Gardai have carried out a major operation targeting the gang behind the ransomware attack on the Health Service Executive (HSE).
A spokesman said on Sunday: “A significant disruption operation which targeted the IT infrastructure of a cyber crime group has been conducted by the Garda National Cyber Crime Bureau (GNCCB).
“The Garda National Cyber Crime Bureau have seized several domains used in this and other ransomware attacks.”
The ransomware attack on the HSE, which occurred in May, caused major disruption to the health service.
HSE chief Paul Reid said in June that it had had a “devastating impact” and cost the health service millions of euros.
On Sunday, the Garda spokesman said the seizure of the websites had “directly prevented” other ransomware attacks across the world.

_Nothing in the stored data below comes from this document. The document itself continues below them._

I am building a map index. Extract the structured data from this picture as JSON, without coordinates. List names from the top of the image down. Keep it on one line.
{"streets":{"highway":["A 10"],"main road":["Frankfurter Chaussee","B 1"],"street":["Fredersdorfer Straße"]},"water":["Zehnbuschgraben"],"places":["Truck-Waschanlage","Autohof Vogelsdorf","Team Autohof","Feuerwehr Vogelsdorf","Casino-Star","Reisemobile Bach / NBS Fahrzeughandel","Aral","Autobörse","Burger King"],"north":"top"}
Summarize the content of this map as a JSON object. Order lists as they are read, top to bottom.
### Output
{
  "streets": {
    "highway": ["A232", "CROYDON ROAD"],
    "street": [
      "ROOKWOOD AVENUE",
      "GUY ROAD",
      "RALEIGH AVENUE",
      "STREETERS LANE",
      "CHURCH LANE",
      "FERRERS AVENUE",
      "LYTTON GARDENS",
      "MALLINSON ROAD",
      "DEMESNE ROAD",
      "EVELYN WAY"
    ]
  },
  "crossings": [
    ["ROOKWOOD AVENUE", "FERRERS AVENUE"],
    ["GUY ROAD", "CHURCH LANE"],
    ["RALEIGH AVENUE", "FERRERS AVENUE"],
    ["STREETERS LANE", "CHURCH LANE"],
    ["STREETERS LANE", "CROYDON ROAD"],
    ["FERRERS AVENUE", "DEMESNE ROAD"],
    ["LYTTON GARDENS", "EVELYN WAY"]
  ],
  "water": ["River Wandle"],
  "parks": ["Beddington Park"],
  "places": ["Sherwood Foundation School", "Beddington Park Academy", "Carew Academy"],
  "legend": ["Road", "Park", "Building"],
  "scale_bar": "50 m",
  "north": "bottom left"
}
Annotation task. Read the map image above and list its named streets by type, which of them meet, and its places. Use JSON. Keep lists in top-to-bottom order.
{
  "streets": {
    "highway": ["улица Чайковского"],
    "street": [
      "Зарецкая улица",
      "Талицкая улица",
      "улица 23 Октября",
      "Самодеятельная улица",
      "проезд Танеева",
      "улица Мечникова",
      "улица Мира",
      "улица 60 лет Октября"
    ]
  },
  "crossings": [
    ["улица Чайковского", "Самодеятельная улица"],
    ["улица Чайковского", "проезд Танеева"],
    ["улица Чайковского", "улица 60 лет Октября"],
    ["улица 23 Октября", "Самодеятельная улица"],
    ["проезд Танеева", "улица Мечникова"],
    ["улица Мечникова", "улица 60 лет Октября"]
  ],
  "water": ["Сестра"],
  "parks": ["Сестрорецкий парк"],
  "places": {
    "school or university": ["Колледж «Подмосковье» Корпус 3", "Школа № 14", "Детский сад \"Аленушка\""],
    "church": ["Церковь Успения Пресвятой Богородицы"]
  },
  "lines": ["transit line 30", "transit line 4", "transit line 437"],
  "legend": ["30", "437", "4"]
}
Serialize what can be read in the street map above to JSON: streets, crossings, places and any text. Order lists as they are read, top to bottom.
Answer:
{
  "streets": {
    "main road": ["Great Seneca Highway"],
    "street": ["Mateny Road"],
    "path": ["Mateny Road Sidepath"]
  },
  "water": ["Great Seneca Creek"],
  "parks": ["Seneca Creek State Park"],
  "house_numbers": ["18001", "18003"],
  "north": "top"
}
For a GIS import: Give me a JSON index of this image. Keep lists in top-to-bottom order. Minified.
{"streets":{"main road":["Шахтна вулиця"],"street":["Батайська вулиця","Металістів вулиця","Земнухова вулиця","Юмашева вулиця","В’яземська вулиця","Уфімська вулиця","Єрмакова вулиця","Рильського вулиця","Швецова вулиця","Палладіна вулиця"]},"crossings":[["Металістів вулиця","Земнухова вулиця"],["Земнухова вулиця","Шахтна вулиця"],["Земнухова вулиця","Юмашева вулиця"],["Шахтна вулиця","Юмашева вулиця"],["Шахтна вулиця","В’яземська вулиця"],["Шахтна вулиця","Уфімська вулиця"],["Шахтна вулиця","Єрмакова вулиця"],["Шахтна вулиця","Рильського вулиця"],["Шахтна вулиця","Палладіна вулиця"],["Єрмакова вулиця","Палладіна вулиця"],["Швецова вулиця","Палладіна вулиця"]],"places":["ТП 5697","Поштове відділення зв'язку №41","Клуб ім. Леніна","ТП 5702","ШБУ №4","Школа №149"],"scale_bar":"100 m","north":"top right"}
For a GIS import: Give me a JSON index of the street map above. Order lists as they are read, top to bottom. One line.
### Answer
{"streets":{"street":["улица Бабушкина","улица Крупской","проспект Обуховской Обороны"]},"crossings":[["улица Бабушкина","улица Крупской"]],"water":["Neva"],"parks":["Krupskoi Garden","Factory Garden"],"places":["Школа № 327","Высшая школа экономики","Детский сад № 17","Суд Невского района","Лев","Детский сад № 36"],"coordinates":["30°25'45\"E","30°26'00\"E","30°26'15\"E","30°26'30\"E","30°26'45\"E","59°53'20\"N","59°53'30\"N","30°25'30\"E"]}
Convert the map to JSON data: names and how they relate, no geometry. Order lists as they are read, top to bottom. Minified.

A so-called “splash screen” has been used on the web domains by gardai to warn any potential victims that it is likely that their system has been attacked by ransomware.
Gardaí are also working with other police agencies as part of the wider operation.
“A process has also commenced between the Garda Siochana and their law enforcement partners at Europol and Interpol to provide the details of the visiting URLs to the member countries to ensure that the infected systems are appropriately decontaminated,” the spokesman said.
He added that the operation will have a major impact on the cyber crime gang.
“To date a total of 753 attempts were made by ICT systems across the world to connect to the seized domains.
“In each instance, the seizure of these domains by the GNCCB investigation team is likely to have prevented a Conti ransomware attack on the connecting ICT system, by rendering the initially deployed malware on the victim’s system as ineffective.”